CCP4 Tutorial: Session 3

See also the accompanying document giving background information.

3a) Scaling and analysing datasets

The Problem

You now have a file containing native data for GerE, and MAD data for a selenomethionine derivative. First, we scale each wavelength of the MAD data to the native dataset, so that all data is on the same scale. At the same time, we analyse the MAD data to estimate the strength of the dispersive and anomalous signals.

Exercise

3.1 Select the Experimental Phasing module, and open the Scale and Analyse Datasets task window.
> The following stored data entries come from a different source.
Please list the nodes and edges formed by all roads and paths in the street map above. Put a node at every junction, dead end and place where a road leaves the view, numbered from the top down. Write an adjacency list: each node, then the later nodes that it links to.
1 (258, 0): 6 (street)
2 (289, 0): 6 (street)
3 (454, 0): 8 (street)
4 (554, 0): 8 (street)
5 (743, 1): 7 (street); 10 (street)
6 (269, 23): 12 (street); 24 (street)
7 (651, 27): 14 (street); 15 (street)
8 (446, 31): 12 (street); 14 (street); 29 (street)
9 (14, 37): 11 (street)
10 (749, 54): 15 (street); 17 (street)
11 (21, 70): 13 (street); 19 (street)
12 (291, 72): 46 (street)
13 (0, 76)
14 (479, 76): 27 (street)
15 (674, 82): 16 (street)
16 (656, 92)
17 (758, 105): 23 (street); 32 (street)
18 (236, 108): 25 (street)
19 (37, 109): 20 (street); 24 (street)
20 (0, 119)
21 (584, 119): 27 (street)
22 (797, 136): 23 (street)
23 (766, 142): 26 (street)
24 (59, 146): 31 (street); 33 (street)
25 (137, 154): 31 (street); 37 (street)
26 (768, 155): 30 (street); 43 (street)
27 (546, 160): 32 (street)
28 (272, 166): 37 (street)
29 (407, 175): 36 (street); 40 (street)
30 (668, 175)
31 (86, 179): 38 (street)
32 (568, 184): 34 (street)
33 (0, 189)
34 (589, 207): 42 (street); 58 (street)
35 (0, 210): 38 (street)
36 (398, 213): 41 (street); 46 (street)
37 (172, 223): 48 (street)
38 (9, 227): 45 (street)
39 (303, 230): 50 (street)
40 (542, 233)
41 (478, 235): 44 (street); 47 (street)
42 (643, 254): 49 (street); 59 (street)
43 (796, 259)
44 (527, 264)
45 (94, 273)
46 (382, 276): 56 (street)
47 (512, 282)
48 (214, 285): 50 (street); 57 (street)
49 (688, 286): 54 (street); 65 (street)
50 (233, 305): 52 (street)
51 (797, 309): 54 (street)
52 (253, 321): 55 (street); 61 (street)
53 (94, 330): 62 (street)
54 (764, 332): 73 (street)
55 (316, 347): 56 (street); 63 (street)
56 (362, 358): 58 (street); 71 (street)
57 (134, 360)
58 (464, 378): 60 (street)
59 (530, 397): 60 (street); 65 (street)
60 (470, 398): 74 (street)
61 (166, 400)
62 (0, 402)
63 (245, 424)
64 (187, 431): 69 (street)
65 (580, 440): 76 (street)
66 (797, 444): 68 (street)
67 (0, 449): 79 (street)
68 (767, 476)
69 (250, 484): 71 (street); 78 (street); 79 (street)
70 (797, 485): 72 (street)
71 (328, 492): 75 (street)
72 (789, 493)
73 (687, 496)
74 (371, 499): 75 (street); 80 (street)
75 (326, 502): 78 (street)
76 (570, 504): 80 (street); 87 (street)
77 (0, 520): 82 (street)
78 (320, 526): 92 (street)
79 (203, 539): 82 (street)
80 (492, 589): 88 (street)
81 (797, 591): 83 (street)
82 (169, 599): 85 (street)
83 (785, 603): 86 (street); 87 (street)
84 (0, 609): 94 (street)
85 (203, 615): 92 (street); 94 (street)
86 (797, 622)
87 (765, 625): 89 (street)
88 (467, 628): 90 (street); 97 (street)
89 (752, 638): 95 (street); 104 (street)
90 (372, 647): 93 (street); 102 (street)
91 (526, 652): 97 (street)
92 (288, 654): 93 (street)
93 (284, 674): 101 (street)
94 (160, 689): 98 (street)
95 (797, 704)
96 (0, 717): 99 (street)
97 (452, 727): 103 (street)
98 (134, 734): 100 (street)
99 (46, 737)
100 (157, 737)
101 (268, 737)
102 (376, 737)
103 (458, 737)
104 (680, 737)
3.2 On the first line, enter a suitable job title such as

Job title Scaling GerE datasets.

3.3 On the second line, select

Do scale refinement using scaleit.

On the next 2 lines, select

Use anomalous difference data

and

Do cross-comparison of data sets and analyse dispersive differences

using the radiobuttons.

3.4 Select the input MTZ file

MTZ in TEST gere_MAD.mtz

(If you do not have this file from the previous session, take the file from the DATA directory.)

Now select the columns from the MTZ file. The first line has the native F_nat and SIGF_nat. Then select columns for the 4 wavelengths, using the button Add Derivative Data to add more columns. (It might be easier here to load the file $DATA/session3a.def which already has these parameters set.) You should end up with:

FP	F_nat	Sigma FP	SIGF_nat
FPH1	FSEinfl	SigFPH1	SIGFSEinfl
DPH1	DSEinfl	SigDPH1	SIGDSEinfl
FPH+1	F(+)SEinfl	SigFPH+1	SIGF(+)SEinfl
FPH-1	F(-)SEinfl	SigFPH-1	SIGF(-)SEinfl
FPH2	FSElrm	SigFPH2	SIGFSElrm
DPH2	DSElrm	SigDPH2	SIGDSElrm
FPH+2	F(+)SElrm	SigFPH+2	SIGF(+)SElrm
FPH-2	F(-)SElrm	SigFPH-2	SIGF(-)SElrm
FPH3	FSEpeak	SigFPH3	SIGFSEpeak
DPH3	DSEpeak	SigDPH3	SIGDSEpeak
FPH+3	F(+)SEpeak	SigFPH+3	SIGF(+)SEpeak
FPH-3	F(-)SEpeak	SigFPH-3	SIGF(-)SEpeak
FPH4	FSEhrm	SigFPH4	SIGFSEhrm
DPH4	DSEhrm	SigDPH4	SIGDSEhrm
FPH+4	F(+)SEhrm	SigFPH+4	SIGF(+)SEhrm
FPH-4	F(-)SEhrm	SigFPH-4	SIGF(-)SEhrm

Check that the output MTZ file is given as

Output MTZ TEST gere_MAD_scaleit1.mtz

3.5 You should not need to change anything else. Select Run -> Run Now.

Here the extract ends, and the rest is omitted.